Hypothesis and Statistical Hypothesis Testing:
In research, a null hypothesis is set and tested using statistical examinations. This process, known as statistical hypothesis testing, helps determine the likelihood of certain results being due to chance.
Level of Significance (α):
This refers to the probability of erroneously rejecting the null hypothesis when it's true. It's the probability of a type I error, typically set by the researcher before analysis. It's a measure of statistical significance and guides the acceptance or rejection of the null hypothesis.
Significance Level and p-Values:
The significance level, commonly set at 0.05 or 5%, determines if the results are statistically significant. The p-value, indicating the probability of obtaining an effect assuming the null hypothesis is true, is compared to this level. A smaller p-value indicates stronger evidence against the null hypothesis.
Interpretation of p-Values:
- p > 0.1: No significant assumption against the null hypothesis.
- 0.05 < p ≤ 0.1: A weak assumption against the null hypothesis.
- 0.01 < p ≤ 0.05: A strong assumption against the null hypothesis.
- p ≤ 0.01: A very strong assumption against the null hypothesis.
Practical Example:
If the obtained p-value is 0.03 (3%), which is less than the significance level of 0.05, it suggests that there's a 3% chance of observing a larger difference assuming the null hypothesis is true.
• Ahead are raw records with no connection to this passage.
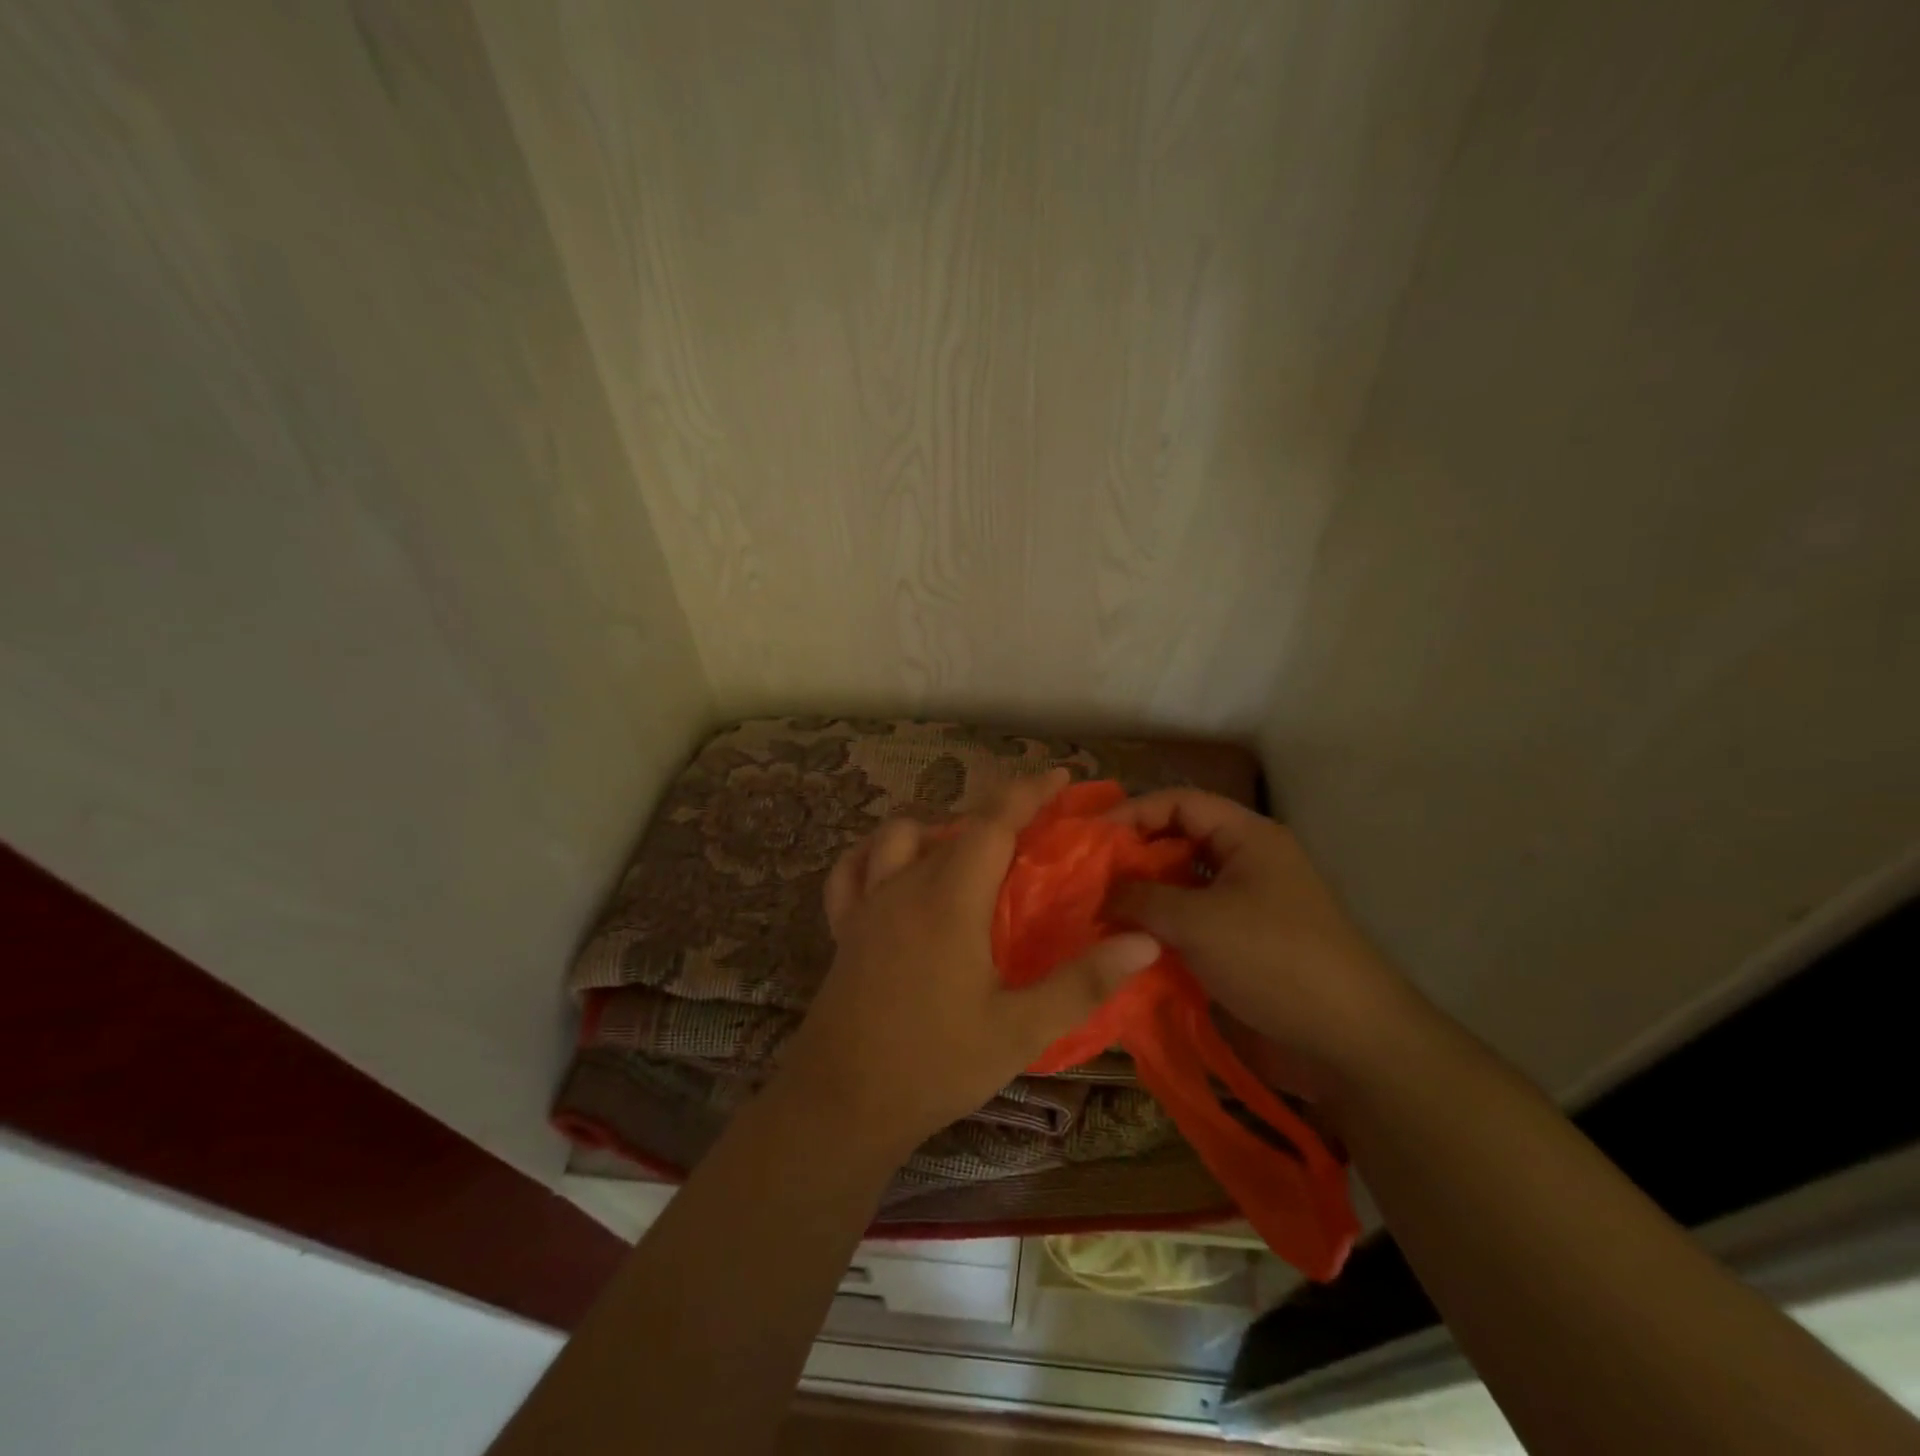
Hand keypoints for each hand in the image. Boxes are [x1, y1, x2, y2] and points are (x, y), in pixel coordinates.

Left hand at [775, 769, 1161, 1154]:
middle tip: (1031, 829)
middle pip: (952, 827)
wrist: (843, 1103)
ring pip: (899, 836)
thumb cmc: (936, 1065)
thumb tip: (1144, 941)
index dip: (1026, 793)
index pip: (993, 824)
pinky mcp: (843, 927)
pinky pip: (850, 870)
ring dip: (935, 829)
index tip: (1058, 777)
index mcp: (950, 900)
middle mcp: (906, 885)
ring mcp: (867, 903)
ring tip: (965, 851)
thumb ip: (1082, 983)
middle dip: (995, 814)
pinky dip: (872, 855)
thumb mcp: (1019, 1032)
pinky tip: (889, 868)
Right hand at [1104, 789, 1413, 1076]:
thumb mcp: (1198, 921)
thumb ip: (1141, 898)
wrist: (1349, 1041)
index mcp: (1247, 836)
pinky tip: (1127, 946)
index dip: (1133, 812)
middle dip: (1132, 857)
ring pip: (1181, 887)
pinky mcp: (1242, 945)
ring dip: (1143, 898)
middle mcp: (1246, 862)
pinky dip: (1159, 930)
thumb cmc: (1273, 960)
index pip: (1179, 802)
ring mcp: (1245, 906)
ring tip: (1097, 913)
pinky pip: (1191, 924)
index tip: (1089, 837)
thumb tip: (1098, 893)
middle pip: (1178, 842)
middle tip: (1086, 879)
This result is statistically significant, leading to rejecting the null hypothesis in favor of an alternative hypothesis.
The meticulous assessment of statistical significance, hypothesis testing, and interpreting p-values are integral to deriving meaningful conclusions from data analysis.
These concepts are the backbone of statistical analysis, aiding in decision-making and drawing reliable inferences from collected data.